(About this task)
Every record below needs to be written out exactly, apart from the pictures.

Data entries:

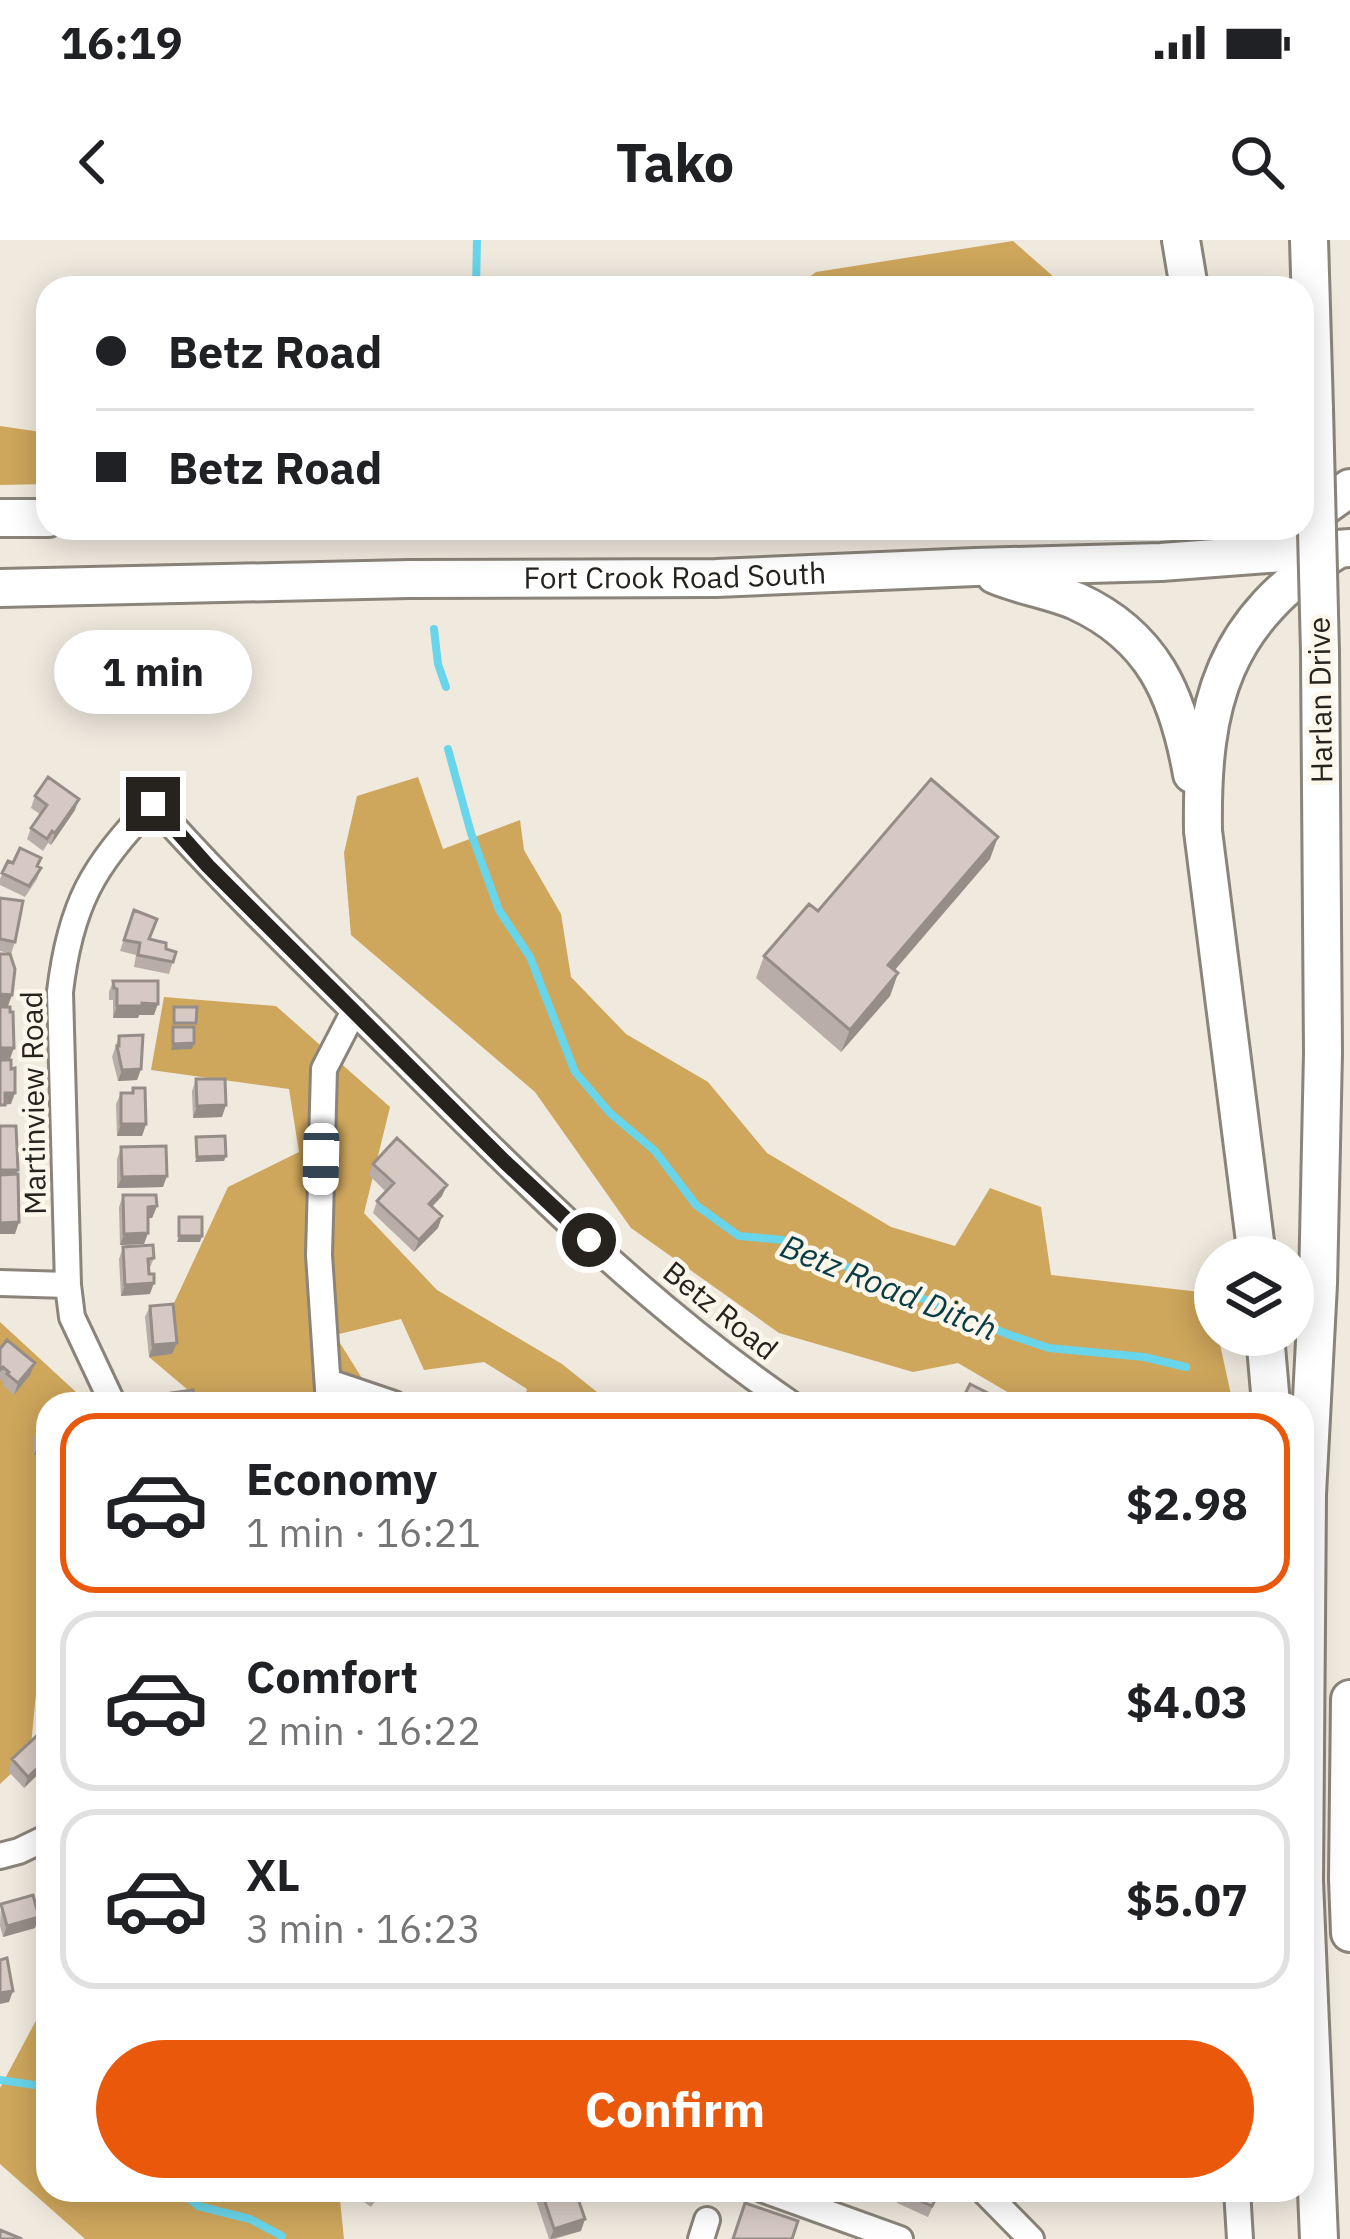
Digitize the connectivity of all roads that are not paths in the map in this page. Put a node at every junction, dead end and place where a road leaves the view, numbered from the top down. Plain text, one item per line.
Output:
1 (1169, 240) edge
2 (1181, 240) edge
3 (1309, 240) edge
4 (1164, 276) edge
5 (1187, 276) edge
6 (1310, 276) edge
7 (1314, 409) edge
8 (0, 518) edge
9 (36, 518) edge
10 (1314, 533) edge
11 (1263, 540) edge
12 (1347, 548) edge
13 (1217, 559) junction
14 (975, 567) junction
15 (0, 588) edge
16 (153, 804) joint
17 (1203, 831) junction
18 (354, 1011) junction
19 (1254, 1236) edge
20 (0, 1283) edge
21 (68, 1285) junction
22 (1267, 1356) edge
23 (107, 1392) edge
24 (329, 1392) edge
25 (773, 1392) edge
26 (1270, 1392) edge
27 (1312, 1392) edge
28 (1350, 1699) edge
29 (36, 1843) edge
30 (0, 1856) edge
31 (1349, 1870) edge
32 (1350, 1933) edge
33 (1314, 2125) edge
34 (797, 2202) edge
35 (995, 2202) edge
36 (1238, 2202) edge
37 (900, 2239) edge
38 (1031, 2239) edge
39 (1240, 2239) edge
40 (1319, 2239) edge

1 - 4 main road
2 - 5 main road
3 - 6 main road, Harlan Drive, bridge
7 - 27 main road, Harlan Drive, bridge
8 - 9 main road
10 - 12 main road
11 - 13 main road
12 - 13 main road, Fort Crook Road South
12 - 17 main road
13 - 14 main road, Fort Crook Road South
14 - 15 main road, Fort Crook Road South
14 - 17 main road
16 - 18 street, Betz Road
16 - 21 street, Martinview Road
17 - 19 main road
18 - 24 street
18 - 25 street, Betz Road
20 - 21 street
21 - 23 street, Martinview Road
22 - 26 main road
28 - 31 main road
29 - 30 street
31 - 32 main road
33 - 40 main road, Harlan Drive
34 - 37 street
35 - 38 street
36 - 39 street

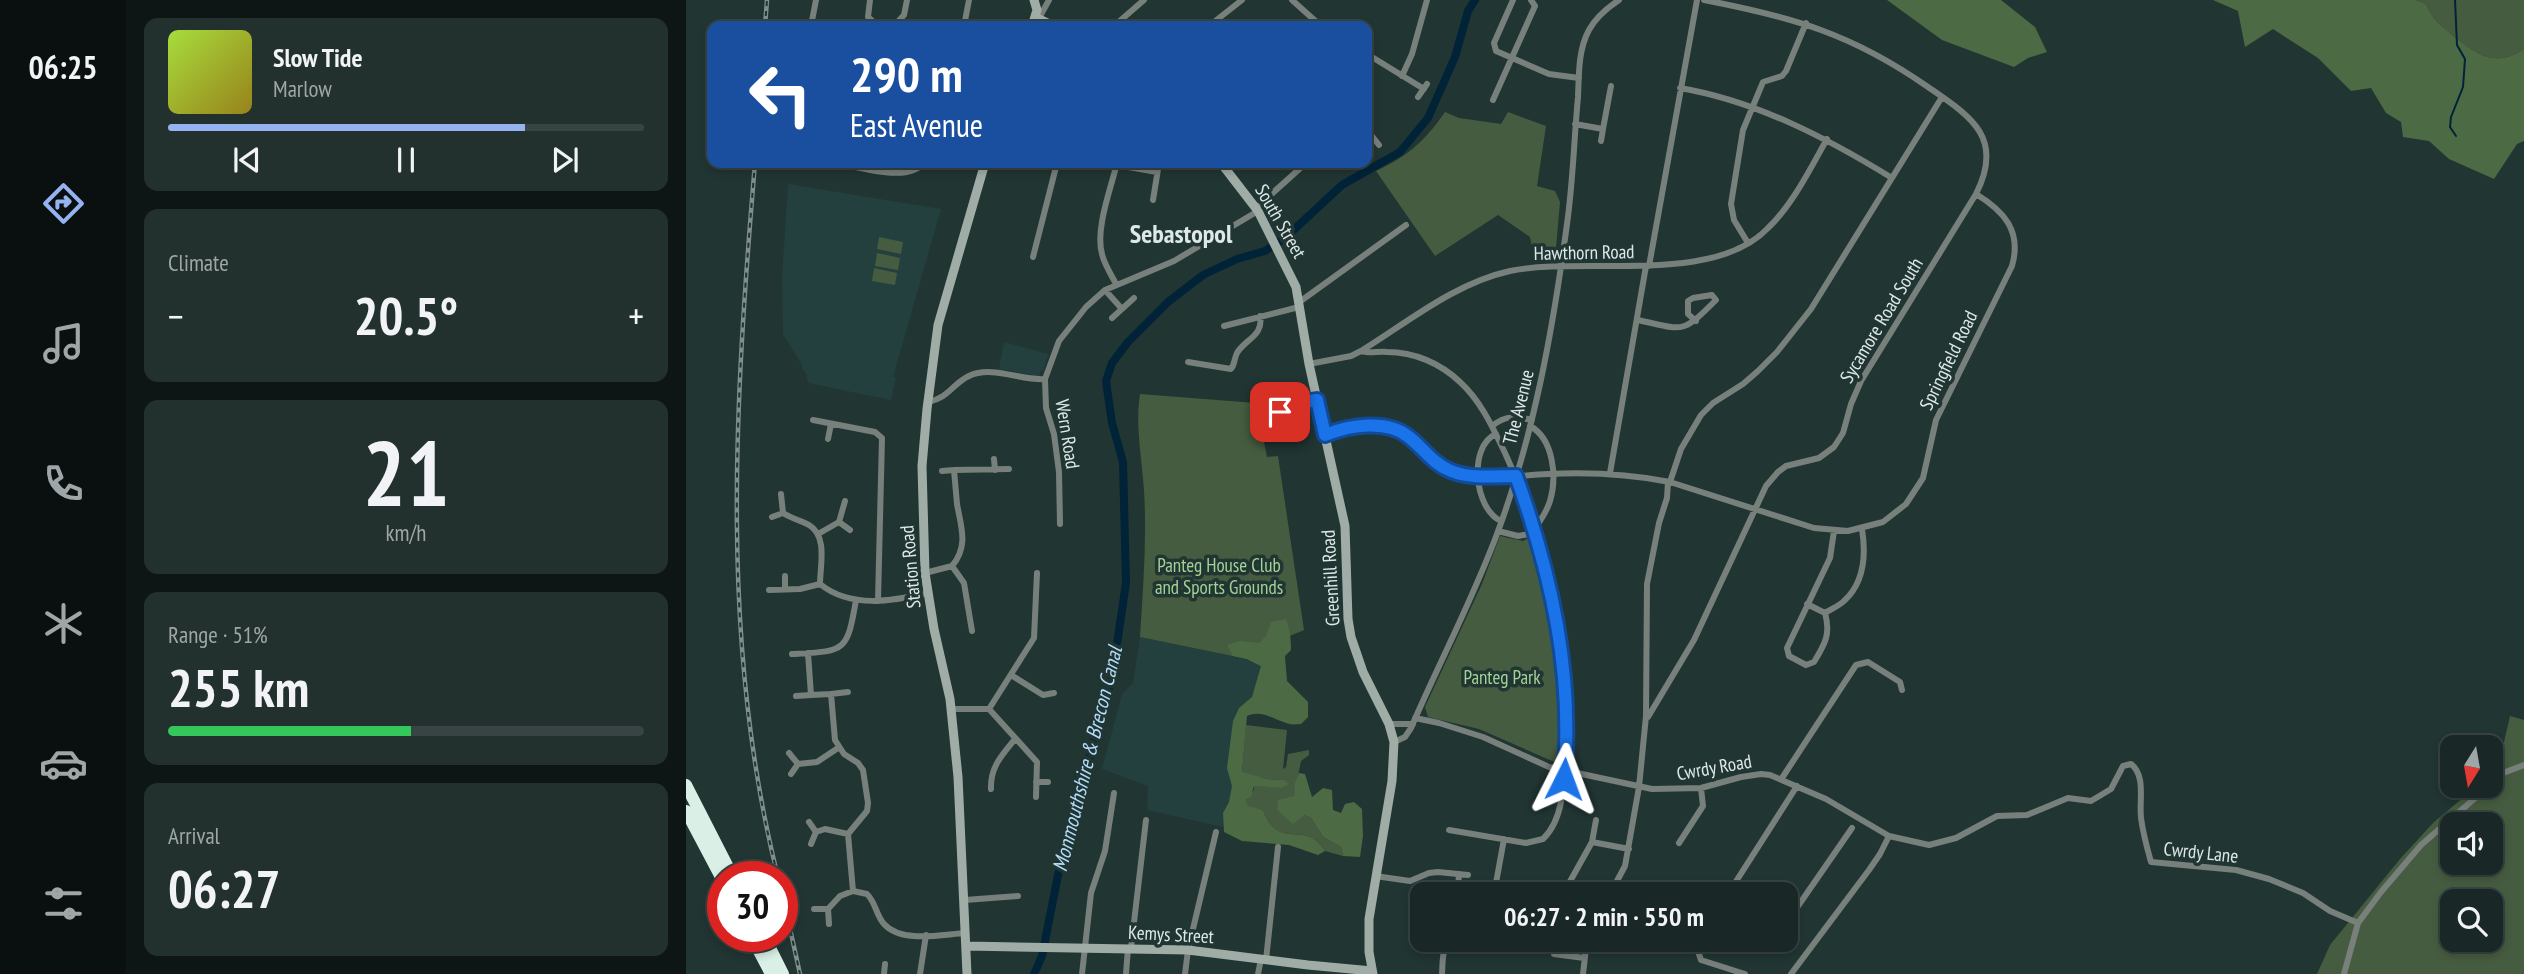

(Answer space)
Digitize the connectivity of all roads that are not paths in the map in this page. Put a node at every junction, dead end and place where a road leaves the view, numbered from the top down. Plain text, one item per line.
Output:
1 (1169, 240) edge
2 (1181, 240) edge
3 (1309, 240) edge
4 (1164, 276) edge
5 (1187, 276) edge
6 (1310, 276) edge
7 (1314, 409) edge
8 (0, 518) edge
9 (36, 518) edge
10 (1314, 533) edge
11 (1263, 540) edge
12 (1347, 548) edge
13 (1217, 559) junction
14 (975, 567) junction
15 (0, 588) edge
16 (153, 804) joint
17 (1203, 831) junction
18 (354, 1011) junction
19 (1254, 1236) edge
20 (0, 1283) edge
21 (68, 1285) junction
22 (1267, 1356) edge
23 (107, 1392) edge
24 (329, 1392) edge
25 (773, 1392) edge
26 (1270, 1392) edge
27 (1312, 1392) edge
28 (1350, 1699) edge
29 (36, 1843) edge
30 (0, 1856) edge
31 (1349, 1870) edge
32 (1350, 1933) edge
33 (1314, 2125) edge
34 (797, 2202) edge
35 (995, 2202) edge
36 (1238, 2202) edge
37 (900, 2239) edge
38 (1031, 2239) edge
39 (1240, 2239) edge
40 (1319, 2239) edge

1 - 4 main road
2 - 5 main road
3 - 6 main road, Harlan Drive, bridge
7 - 27 main road, Harlan Drive, bridge
8 - 9 main road
10 - 12 main road
11 - 13 main road
12 - 13 main road, Fort Crook Road South
12 - 17 main road
13 - 14 main road, Fort Crook Road South
14 - 15 main road, Fort Crook Road South
14 - 17 main road
16 - 18 street, Betz Road
16 - 21 street, Martinview Road
17 - 19 main road
18 - 24 street
18 - 25 street, Betz Road
20 - 21 street
21 - 23 street, Martinview Road
22 - 26 main road
28 - 31 main road
29 - 30 street
31 - 32 main road
33 - 40 main road, Harlan Drive
34 - 37 street
35 - 38 street
36 - 39 street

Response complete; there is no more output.